- [Data records]:
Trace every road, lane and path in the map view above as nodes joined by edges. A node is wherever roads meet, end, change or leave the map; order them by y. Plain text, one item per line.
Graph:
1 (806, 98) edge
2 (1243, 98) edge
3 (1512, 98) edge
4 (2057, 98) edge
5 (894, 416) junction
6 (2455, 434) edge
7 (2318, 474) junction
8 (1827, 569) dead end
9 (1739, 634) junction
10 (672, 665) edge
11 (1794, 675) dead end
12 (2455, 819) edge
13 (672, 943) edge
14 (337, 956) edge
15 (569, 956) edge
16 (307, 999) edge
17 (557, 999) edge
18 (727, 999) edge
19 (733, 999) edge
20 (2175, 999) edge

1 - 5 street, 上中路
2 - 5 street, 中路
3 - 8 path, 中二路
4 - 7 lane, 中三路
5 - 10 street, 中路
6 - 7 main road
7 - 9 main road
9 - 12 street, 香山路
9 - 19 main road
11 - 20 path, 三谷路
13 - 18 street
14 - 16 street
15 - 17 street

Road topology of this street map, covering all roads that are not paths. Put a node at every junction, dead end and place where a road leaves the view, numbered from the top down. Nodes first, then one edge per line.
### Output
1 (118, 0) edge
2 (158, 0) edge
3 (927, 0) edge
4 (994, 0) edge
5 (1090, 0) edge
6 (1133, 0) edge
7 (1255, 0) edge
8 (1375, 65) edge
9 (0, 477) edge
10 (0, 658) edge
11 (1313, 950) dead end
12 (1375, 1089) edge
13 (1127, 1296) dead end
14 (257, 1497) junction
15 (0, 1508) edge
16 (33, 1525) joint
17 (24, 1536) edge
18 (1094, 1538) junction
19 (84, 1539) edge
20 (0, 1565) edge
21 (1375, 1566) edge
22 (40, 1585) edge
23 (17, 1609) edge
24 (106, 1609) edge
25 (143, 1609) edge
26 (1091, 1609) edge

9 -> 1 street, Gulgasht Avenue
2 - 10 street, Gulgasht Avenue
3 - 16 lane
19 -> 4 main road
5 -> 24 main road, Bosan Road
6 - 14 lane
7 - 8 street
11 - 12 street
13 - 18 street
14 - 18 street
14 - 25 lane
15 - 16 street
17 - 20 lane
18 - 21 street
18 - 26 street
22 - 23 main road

- [What is being asked]: Each line containing the word "view" must be pulled from the listing and copied.

- [Written response]:
Trace every road, lane and path in the map view above as nodes joined by edges. A node is wherever roads meet, end, change or leave the map; order them by y. Plain text, one item per line.
Road topology of this street map, covering all roads that are not paths. Put a node at every junction, dead end and place where a road leaves the view, numbered from the top down. Nodes first, then one edge per line.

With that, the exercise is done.